Saturday April 20, 2013 Weigh in

This morning I got on my scale fully clothed without shoes. The kind voice of a woman said, “Four Hundred and eighteen pounds” (I have a talking scale so I cannot cheat). I was thrilled and surprised. I hurried to get ready to go weigh in at the clinic before I gained any weight. I didn’t drink anything, take my pills or eat anything. I stuffed an apple in my purse and rushed out the door.

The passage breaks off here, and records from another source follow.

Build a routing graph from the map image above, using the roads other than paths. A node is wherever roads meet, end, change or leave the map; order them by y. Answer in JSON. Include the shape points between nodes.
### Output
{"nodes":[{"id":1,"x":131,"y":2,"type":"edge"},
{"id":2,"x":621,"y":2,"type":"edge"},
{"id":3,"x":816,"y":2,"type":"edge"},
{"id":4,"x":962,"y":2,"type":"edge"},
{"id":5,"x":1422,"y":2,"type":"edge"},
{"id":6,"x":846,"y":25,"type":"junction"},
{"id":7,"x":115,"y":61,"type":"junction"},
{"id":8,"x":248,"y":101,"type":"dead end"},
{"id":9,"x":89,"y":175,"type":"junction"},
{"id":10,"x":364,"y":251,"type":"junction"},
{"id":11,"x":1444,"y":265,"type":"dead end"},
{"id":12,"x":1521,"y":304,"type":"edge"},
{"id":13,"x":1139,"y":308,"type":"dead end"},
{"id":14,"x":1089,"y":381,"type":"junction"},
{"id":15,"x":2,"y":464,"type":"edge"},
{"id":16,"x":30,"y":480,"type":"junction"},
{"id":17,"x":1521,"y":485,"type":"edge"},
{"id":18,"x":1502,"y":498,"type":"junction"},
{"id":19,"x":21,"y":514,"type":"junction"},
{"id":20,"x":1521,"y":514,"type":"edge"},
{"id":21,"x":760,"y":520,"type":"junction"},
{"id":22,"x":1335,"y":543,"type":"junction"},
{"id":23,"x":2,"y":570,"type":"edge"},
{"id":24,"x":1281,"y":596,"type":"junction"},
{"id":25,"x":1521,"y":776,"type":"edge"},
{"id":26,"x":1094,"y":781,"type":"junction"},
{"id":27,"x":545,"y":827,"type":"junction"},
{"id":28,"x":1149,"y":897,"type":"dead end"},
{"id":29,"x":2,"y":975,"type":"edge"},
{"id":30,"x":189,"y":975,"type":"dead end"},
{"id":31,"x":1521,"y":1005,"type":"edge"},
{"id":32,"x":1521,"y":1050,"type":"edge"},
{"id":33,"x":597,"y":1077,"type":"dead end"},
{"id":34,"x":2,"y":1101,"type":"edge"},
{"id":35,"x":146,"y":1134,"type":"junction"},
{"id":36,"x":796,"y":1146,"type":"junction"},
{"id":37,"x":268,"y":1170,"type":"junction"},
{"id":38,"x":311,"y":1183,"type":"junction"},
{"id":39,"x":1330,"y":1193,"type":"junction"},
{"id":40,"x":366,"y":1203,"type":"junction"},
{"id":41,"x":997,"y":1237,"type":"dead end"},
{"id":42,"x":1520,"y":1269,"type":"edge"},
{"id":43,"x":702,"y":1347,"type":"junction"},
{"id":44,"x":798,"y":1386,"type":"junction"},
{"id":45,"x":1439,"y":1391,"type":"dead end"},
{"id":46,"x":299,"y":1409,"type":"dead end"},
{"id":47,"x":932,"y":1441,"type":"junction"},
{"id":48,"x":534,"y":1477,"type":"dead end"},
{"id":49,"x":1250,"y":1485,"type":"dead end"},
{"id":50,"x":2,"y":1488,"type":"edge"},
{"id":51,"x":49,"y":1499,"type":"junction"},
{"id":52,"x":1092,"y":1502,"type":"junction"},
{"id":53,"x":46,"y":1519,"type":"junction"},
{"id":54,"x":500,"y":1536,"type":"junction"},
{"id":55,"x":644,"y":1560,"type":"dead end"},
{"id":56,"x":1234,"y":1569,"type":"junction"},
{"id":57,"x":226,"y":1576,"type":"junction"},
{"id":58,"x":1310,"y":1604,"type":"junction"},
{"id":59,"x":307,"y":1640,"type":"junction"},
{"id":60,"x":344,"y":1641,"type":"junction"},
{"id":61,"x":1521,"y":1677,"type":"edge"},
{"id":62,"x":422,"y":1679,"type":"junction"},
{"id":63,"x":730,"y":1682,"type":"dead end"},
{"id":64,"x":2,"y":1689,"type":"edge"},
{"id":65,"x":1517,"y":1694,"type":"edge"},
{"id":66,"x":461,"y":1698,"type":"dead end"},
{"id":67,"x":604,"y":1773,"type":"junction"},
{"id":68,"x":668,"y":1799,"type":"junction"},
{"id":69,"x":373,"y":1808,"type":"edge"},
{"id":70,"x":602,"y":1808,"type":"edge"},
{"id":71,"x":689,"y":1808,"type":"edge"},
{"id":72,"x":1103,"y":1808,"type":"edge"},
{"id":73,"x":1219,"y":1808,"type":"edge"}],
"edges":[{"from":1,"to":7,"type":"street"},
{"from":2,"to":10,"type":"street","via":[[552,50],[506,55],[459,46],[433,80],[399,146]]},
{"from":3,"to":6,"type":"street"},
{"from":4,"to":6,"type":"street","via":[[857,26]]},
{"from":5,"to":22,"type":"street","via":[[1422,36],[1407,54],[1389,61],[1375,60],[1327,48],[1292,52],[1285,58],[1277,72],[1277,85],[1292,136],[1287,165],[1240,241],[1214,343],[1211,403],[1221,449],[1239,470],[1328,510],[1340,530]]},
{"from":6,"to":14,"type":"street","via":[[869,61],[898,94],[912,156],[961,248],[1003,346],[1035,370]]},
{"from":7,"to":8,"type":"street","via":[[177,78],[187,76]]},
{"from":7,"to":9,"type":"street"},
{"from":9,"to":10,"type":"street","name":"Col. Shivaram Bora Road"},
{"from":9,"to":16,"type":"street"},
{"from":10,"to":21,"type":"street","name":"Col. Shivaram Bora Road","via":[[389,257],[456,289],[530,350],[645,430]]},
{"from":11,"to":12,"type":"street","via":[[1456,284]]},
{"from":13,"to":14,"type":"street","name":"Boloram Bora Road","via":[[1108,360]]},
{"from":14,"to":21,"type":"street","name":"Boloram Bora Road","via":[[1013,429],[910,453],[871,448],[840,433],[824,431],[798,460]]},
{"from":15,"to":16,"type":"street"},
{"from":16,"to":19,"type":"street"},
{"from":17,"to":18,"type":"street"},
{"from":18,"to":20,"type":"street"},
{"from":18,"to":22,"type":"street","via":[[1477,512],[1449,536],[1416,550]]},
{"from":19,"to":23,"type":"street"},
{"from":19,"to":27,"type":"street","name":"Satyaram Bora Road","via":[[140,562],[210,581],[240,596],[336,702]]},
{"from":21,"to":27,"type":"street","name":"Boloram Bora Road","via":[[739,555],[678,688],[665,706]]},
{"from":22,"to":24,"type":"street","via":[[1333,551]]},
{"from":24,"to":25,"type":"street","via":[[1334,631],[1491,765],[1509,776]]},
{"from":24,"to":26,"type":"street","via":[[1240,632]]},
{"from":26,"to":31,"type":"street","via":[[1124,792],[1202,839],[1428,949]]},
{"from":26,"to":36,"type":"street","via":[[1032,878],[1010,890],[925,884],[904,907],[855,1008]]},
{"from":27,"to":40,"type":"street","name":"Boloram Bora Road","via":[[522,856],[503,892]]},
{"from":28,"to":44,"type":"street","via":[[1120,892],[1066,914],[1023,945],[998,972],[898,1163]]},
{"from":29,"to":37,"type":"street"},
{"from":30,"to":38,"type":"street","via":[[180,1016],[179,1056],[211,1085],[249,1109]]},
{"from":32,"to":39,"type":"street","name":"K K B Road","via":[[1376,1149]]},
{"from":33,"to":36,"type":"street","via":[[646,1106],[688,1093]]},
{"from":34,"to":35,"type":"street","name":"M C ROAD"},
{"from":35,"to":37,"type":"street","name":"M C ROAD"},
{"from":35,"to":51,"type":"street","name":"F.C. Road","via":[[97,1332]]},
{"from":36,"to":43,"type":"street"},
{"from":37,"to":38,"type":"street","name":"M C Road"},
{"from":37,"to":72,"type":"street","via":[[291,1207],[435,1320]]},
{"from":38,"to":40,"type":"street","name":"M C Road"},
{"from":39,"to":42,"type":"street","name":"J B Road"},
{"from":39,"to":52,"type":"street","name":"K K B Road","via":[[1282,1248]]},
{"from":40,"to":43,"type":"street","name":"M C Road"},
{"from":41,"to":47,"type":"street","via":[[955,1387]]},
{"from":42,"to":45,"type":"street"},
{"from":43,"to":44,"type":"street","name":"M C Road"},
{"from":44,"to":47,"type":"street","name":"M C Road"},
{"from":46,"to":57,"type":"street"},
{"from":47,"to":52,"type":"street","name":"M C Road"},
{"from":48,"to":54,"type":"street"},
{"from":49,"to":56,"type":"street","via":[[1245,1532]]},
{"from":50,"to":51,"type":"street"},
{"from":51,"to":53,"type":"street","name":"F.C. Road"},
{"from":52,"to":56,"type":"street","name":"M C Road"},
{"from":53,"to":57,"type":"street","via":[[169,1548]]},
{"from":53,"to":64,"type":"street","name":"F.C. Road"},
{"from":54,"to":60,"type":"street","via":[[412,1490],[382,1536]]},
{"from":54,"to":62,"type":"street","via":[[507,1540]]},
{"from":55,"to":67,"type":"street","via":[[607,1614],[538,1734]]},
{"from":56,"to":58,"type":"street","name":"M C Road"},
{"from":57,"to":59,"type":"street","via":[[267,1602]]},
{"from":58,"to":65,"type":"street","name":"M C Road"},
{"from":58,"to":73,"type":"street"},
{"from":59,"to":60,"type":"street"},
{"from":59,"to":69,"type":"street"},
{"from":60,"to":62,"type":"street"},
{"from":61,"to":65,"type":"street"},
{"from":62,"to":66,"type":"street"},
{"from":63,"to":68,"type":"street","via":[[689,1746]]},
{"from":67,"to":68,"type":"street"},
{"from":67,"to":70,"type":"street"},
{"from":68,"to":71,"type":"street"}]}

At the clinic, I weighed in I was surprised to see I had lost two more pounds since leaving home. I weighed 416.2. Wow!  in one week I lost 17.8 pounds! Whoa!!! In one week. My first goal is to lose anything even 2 ounces when I get on the scale at the clinic or at home. After I reach 20 pounds lost, I’m going to go get my hair cut. After that?? My main goal is to just keep following the program and lose more weight. I desperately want a bike–mine Trek navigator bike was stolen–so I can go for bike rides again and help fuel the furnace of weight loss. I’m looking forward to getting back to 350 pounds. I remember there were so many things I could do back then. I miss walking normally up or down the stairs. I miss feeling lighter. I miss not having to pull my legs in or out of the car or wrestle with my feet to get them into the car because I have trouble lifting my legs because they are so heavy. I miss going for long walks and not getting winded. I miss riding my bike around Mackinac Island. I miss feeling good. I miss having my back be free from pain. I miss my small feet and slim ankles. There is so much I am missing. I want to go camping again. I loved camping, sleeping in a tent, cooking over an open fire, feeling the cold of morning. I miss being able to sit in regular outdoor chairs. I miss not having to read labels to find out the weight limit on equipment or furniture. I miss wondering if I’ll break a chair or break the chair at the office because of my weight. There is so much I’ve missed by choosing to be so bad to myself.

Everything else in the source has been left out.